Für Israel ist die EU nur als Zahlmeister willkommen 

Von Andreas Mölzer

Nun hat die Europäische Union versucht, im blutigen Gazakonflikt zu vermitteln. Allerdings erfolglos, denn Israel zeigte nicht die geringste Bereitschaft, auf den Vorschlag Brüssels – UNO-Beobachter in das Kriegsgebiet zu entsenden – einzugehen. Offenbar versucht Jerusalem zu verhindern, daß die Welt die volle Tragweite dessen erfährt, was in dem schmalen Landstreifen an der Mittelmeerküste alles vor sich geht. Und daß die Vermittlungsbemühungen der EU gescheitert sind, mag auch daran liegen, daß die Europäer in der Vergangenheit eine ausgewogenere Haltung als die USA gezeigt und sich nicht ausschließlich an den Interessen der sogenannten „einzigen Demokratie“ im Nahen Osten orientiert haben.

Willkommen ist die Europäische Union für Israel freilich immer dann, wenn es darum geht, die von ihm bei verschiedenen Kriegen und Militäroperationen verursachten Schäden zu beseitigen. Im Jahr 2006 etwa, nachdem die israelische Armee bei ihrem Angriffskrieg weite Teile des Libanons in Schutt und Asche gelegt hatte, stellten die EU und ihre Mitgliedstaaten 77 Millionen Euro an humanitärer Hilfe zur Verfügung. Und man darf davon ausgehen, daß Jerusalem auf den „Zahlmeister“ Europa zurückgreifen wird, wenn es darum gehen wird, die im Gazastreifen verursachten Zerstörungen zu beseitigen.

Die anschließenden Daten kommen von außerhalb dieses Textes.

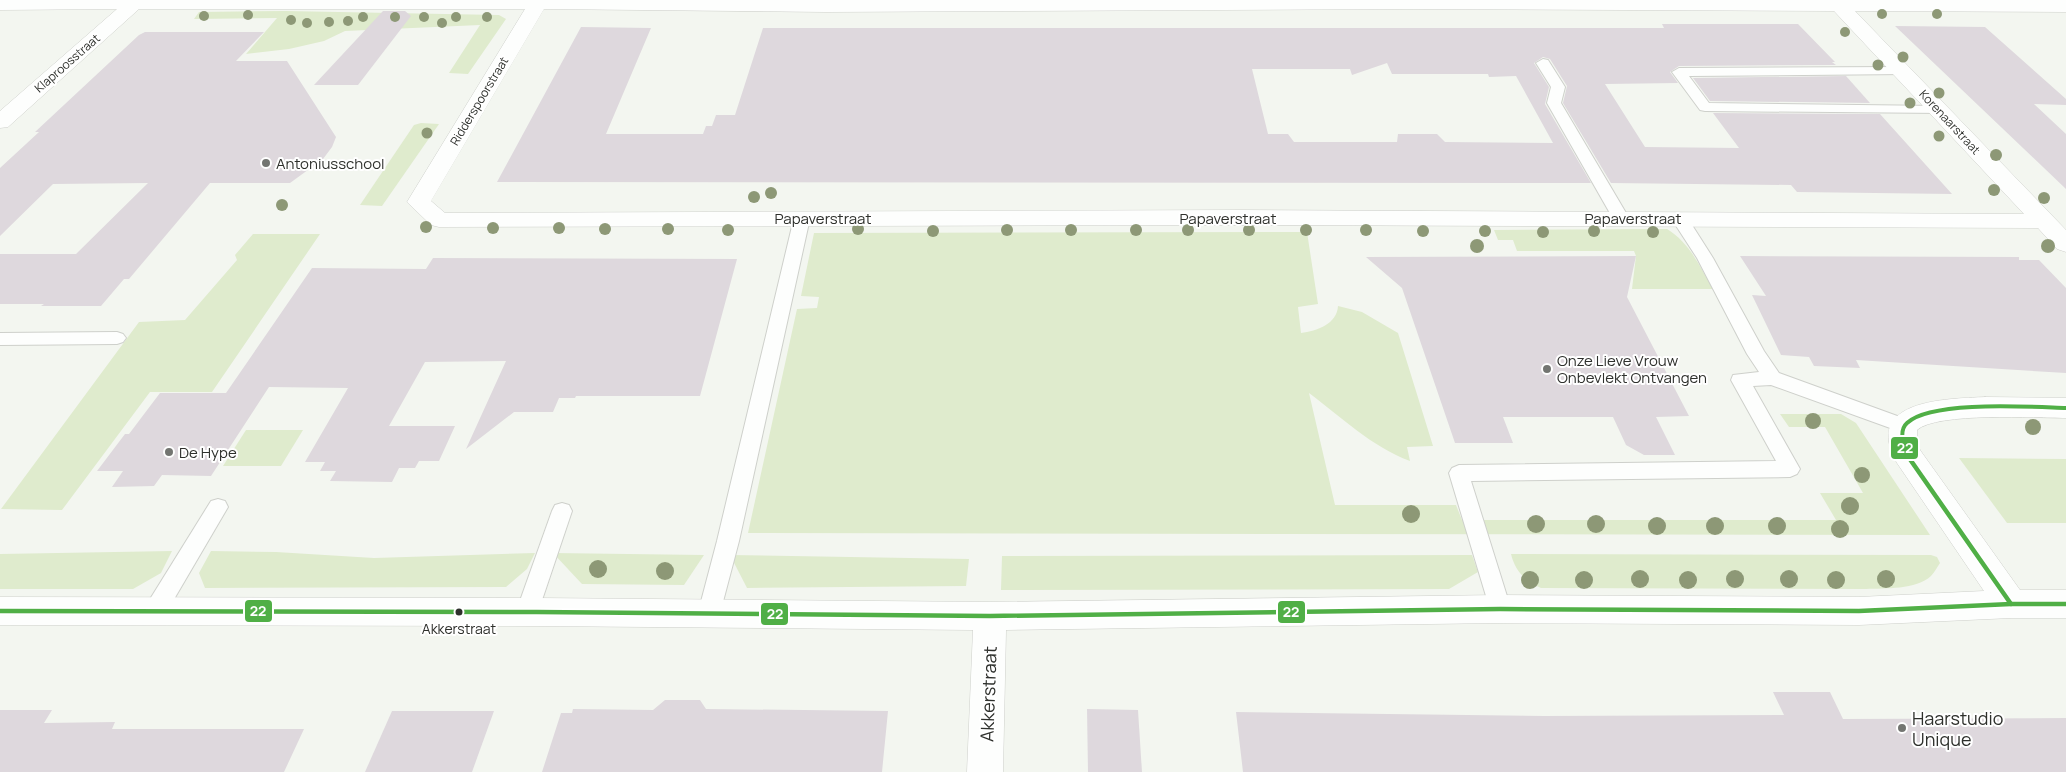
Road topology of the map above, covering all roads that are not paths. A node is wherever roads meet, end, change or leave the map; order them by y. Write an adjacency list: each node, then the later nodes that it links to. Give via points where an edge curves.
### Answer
1 (539, 1): 4 (street); 7 (street); 13 (street, Ridderspoorstraat)
2 (1114, 2): 3 (street); 4 (street)
3 (1406, 2): 5 (street)
4 (827, 3)
5 (1838, 3): 8 (street); 10 (street, Korenaarstraat)
6 (0, 4): 7 (street)
7 (134, 4): 12 (street, Klaproosstraat)
8 (2066, 6)
9 (1543, 63): 15 (lane, via 1558,87 1554,104)
10 (1901, 70): 11 (street, Korenaarstraat); 11 (lane, via 1679,72 1705,107)
11 (1938, 110): 17 (street, Korenaarstraat)
12 (0, 122)
13 (419, 202): 14 (street, Papaverstraat, via 439,220)
14 (802, 218): 15 (street, Papaverstraat); 32 (lane)
15 (1621, 218): 16 (street, Papaverstraat)
16 (1679, 218): 17 (street, Papaverstraat); 21 (lane)
17 (2043, 221): 18 (street, Korenaarstraat)
18 (2066, 244)
19 (117, 338): 20 (lane)
20 (0, 339)
21 (1772, 378): 23 (lane); 28 (lane, via 1740,380 1790,469 1459,473)
22 (2066, 408): 23 (street, via 1940,411 1910,419)
23 (1904, 426): 26 (street, via 1902,435 1907,455)
24 (218, 507): 30 (lane)
25 (562, 511): 31 (lane)
26 (2011, 604): 27 (street); 28 (street, via 1859,611)
27 (2066, 604)
28 (1500, 608): 33 (street)
29 (0, 611): 30 (street)
30 (155, 611): 31 (street)
31 (527, 612): 32 (street)
32 (709, 613): 33 (street)
33 (990, 616): 34 (street, Akkerstraat)
34 (985, 772)

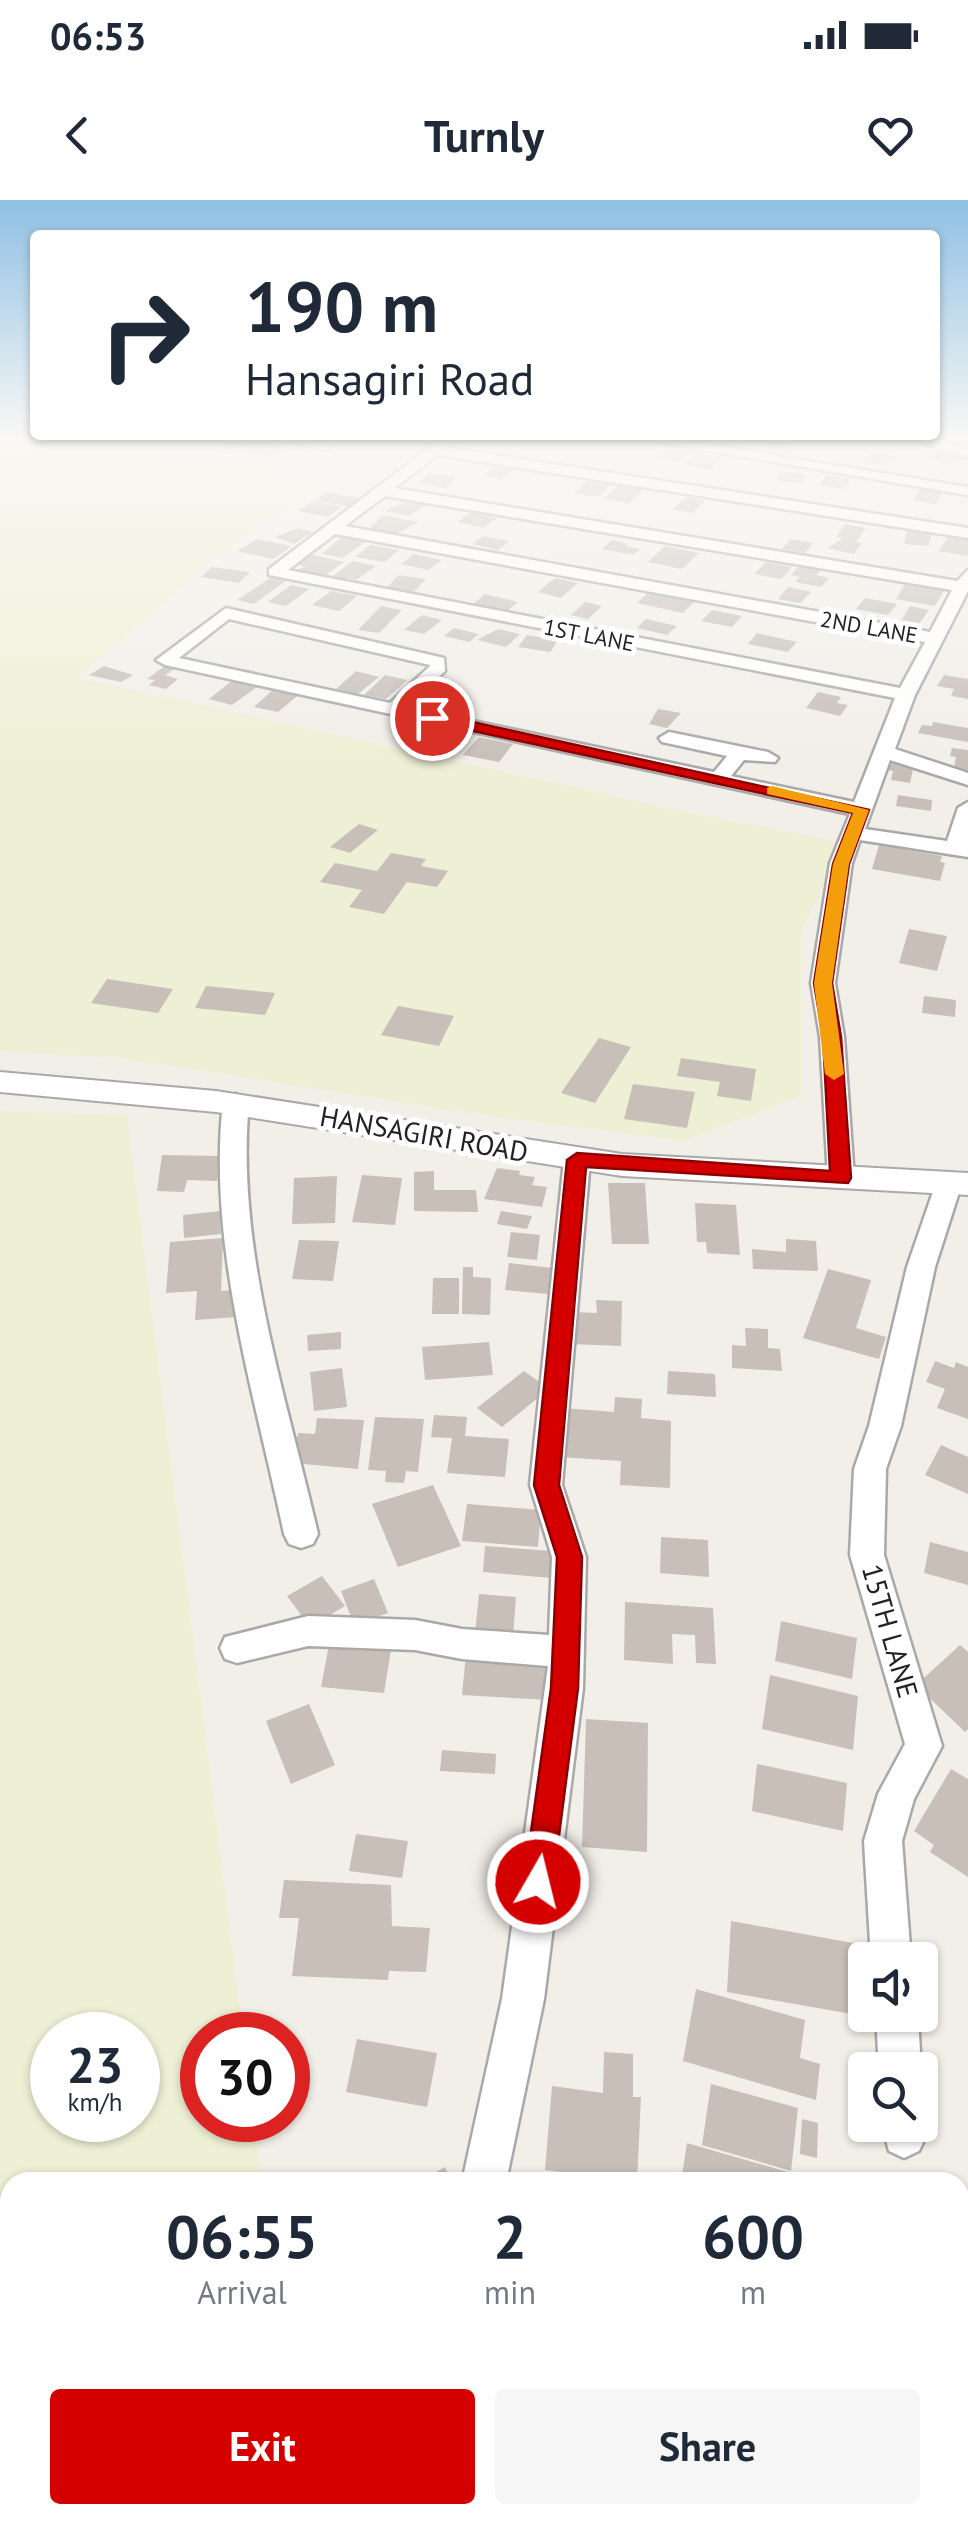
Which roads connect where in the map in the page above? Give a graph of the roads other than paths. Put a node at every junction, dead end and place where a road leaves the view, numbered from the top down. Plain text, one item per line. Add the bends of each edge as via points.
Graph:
1 (308, 547) edge
2 (434, 547) edge
3 (748, 547) edge
4 (965, 581) edge
5 (934, 638) junction
6 (906, 695) junction
7 (394, 709) junction
8 (669, 738) dead end
9 (884, 752) junction
10 (739, 753) junction
11 (768, 758) dead end
12 (719, 779) junction
13 (968, 779) edge
14 (968, 808) edge
15 (862, 810) junction
16 (853, 833) junction
17 (962, 849) edge
18 (0, 1082) edge
19 (236, 1102) junction
20 (577, 1160) junction
21 (840, 1178) junction
22 (959, 1184) edge
23 (301, 1534) dead end
24 (237, 1648) dead end
25 (566, 1652) junction
26 (890, 1942) edge
27 (486, 2172) edge

1 - 6 street, 1ST LANE via 275,572
2 - 5 street, 2ND LANE
3 - 4 street
4 - 5 street
5 - 6 street
6 - 9 street
7 - 7 street via 340,698 165,660 226,613 438,662
7 - 12 street
8 - 10 street
9 - 13 street
9 - 15 street
10 - 11 street
10 - 12 street
12 - 15 street
14 - 17 street
15 - 16 street
16 - 17 street
16 - 21 street via 841,864 823,983
18 - 19 street, HANSAGIRI ROAD
19 - 20 street, HANSAGIRI ROAD
19 - 23 street via 232,1142 243,1269
20 - 21 street, HANSAGIRI ROAD
20 - 25 street via 546,1485 569,1557
21 - 22 street, HANSAGIRI ROAD
22 - 26 street, 15TH LANE via 921,1266 870,1469 867,1555 924,1746 897,1794 883,1841
24 - 25 street via 308,1630
25 - 27 street via 523,1998

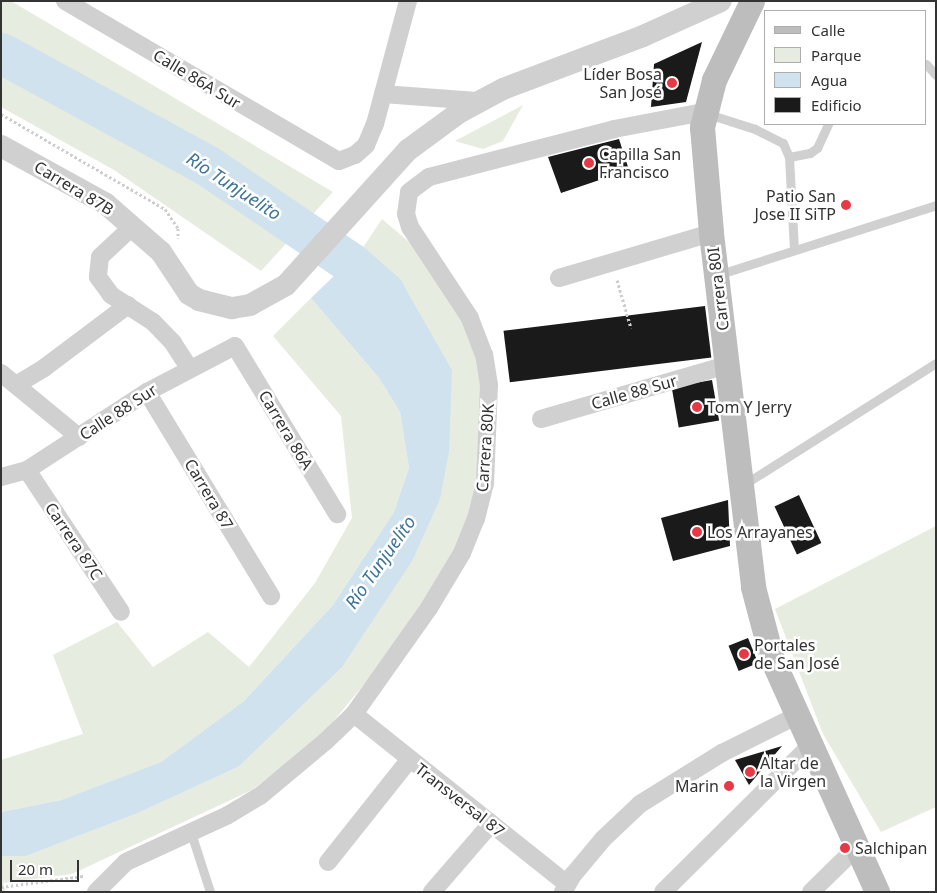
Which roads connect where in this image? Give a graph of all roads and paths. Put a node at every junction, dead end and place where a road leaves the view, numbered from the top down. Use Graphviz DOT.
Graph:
graph roads {
  1 [pos="408,1"];
  2 [pos="722,1"];
  3 [pos="752,1"];
  4 [pos="72,3"];
  5 [pos="927,65"];
  6 [pos="936,76"];
  7 [pos="383,94"];
  8 [pos="476,101"];
  9 [pos="704,112"];
  10 [pos="828,125"];
  11 [pos="1,146"];
  12 [pos="789,157"];
  13 [pos="936,206"];
  14 [pos="133,226"];
  15 [pos="711,233"];
  16 [pos="794,250"];
  17 [pos="612,262"];
  18 [pos="716,275"];
  19 [pos="559,278"];
  20 [pos="128,305"];
  21 [pos="630,328"];
  22 [pos="235,346"];
  23 [pos="936,363"];
  24 [pos="727,365"];
  25 [pos="190,369"];
  26 [pos="1,373"];
  27 [pos="16,385"];
  28 [pos="147,392"];
  29 [pos="541,419"];
  30 [pos="79,438"];
  31 [pos="27,470"];
  32 [pos="1,477"];
  33 [pos="740,486"];
  34 [pos="337,514"];
  35 [pos="270,596"];
  36 [pos="121,612"];
  37 [pos="354,714"];
  38 [pos="798,715"];
  39 [pos="811,745"];
  40 [pos="409,760"];
  41 [pos="491,824"];
  42 [pos="190,833"];
  43 [pos="857,847"];
  44 [pos="328,862"];
  45 [pos="113,872"];
  46 [pos="1,887"];
  47 [pos="565,888"];
  48 [pos="96,892"];
  49 [pos="210,892"];
  50 [pos="432,892"];
  51 [pos="663,892"];
  52 [pos="811,892"];
  53 [pos="877,892"];
  1 -- 7 [label="street"];
  2 -- 8 [label="street"];
  3 -- 9 [label="main road, Carrera 80I"];
  4 -- 7 [label="street, Calle 86A Sur"];
  5 -- 6 [label="lane"];
  7 -- 8 [label="street"];
  8 -- 14 [label="street, Carrera 87B"];
  9 -- 12 [label="lane"];
  9 -- 15 [label="main road, Carrera 80I"];
  9 -- 37 [label="street, Carrera 80K"];
  10 -- 12 [label="lane"];
  11 -- 14 [label="street, Carrera 87B"];
  12 -- 16 [label="lane"];
  13 -- 16 [label="lane"];
  14 -- 20 [label="street"];
  15 -- 17 [label="street"];
  15 -- 18 [label="main road, Carrera 80I"];
  16 -- 18 [label="lane"];
  17 -- 19 [label="street"];
  17 -- 21 [label="path"];
  18 -- 24 [label="main road, Carrera 80I"];
  20 -- 25 [label="street"];
  20 -- 27 [label="street"];
  22 -- 25 [label="street, Calle 88 Sur"];
  22 -- 34 [label="street, Carrera 86A"];
  23 -- 33 [label="lane"];
  24 -- 29 [label="street, Calle 88 Sur"];
  24 -- 33 [label="main road, Carrera 80I"];
  25 -- 28 [label="street, Calle 88 Sur"];
  26 -- 27 [label="street"];
  27 -- 30 [label="street"];
  28 -- 30 [label="street, Calle 88 Sur"];
  28 -- 35 [label="street, Carrera 87"];
  30 -- 31 [label="street, Calle 88 Sur"];
  31 -- 32 [label="street, Calle 88 Sur"];
  31 -- 36 [label="street, Carrera 87C"];
  33 -- 38 [label="main road, Carrera 80I"];
  37 -- 40 [label="street, Transversal 87"];
  37 -- 42 [label="street, Carrera 80K"];
  38 -- 39 [label="main road, Carrera 80I"];
  38 -- 47 [label="street"];
  39 -- 43 [label="main road, Carrera 80I"];
  39 -- 51 [label="street"];
  40 -- 41 [label="street, Transversal 87"];
  40 -- 44 [label="street"];
  41 -- 47 [label="street, Transversal 87"];
  41 -- 50 [label="street"];
  42 -- 45 [label="street, Carrera 80K"];
  42 -- 49 [label="lane"];
  43 -- 52 [label="street"];
  43 -- 53 [label="main road, Carrera 80I"];
  45 -- 46 [label="path"];
  45 -- 48 [label="street, Carrera 80K"];
}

Was den Krieg gegen die Palästinenser im Gazastreifen betrifft, so ist die sogenannte Brüsseler Wertegemeinschaft gut beraten, den Notwehrexzeß Israels klar und unmißverständlich zu verurteilen. Schließlich sind seit Ausbruch der Kampfhandlungen Hunderte Palästinenser ums Leben gekommen, darunter unzählige Frauen und Kinder, und die Lage der Zivilbevölkerung ist mehr als katastrophal. Anderseits müßte auch der Hamas klargemacht werden, daß der Beschuß südisraelischer Orte mit Raketen einzustellen ist und daß sie sich vom Terror zu distanzieren und das Lebensrecht Israels anzuerkennen hat. Sollte sich die Hamas vom Terror distanzieren, dann müßte Brüssel diese Organisation ohne Wenn und Aber als Gesprächs- und Verhandlungspartner anerkennen. Denn immerhin ist die Hamas im Jänner 2006 eindeutig als stärkste Partei aus den demokratischen Wahlen in den palästinensischen Autonomiegebieten hervorgegangen. Auch wenn deren politisches Programm den politisch korrekten Moral- und Bedenkenträgern in Europa nicht gefallen mag, so entspricht ihre Stärke dem Wählerwillen der Palästinenser.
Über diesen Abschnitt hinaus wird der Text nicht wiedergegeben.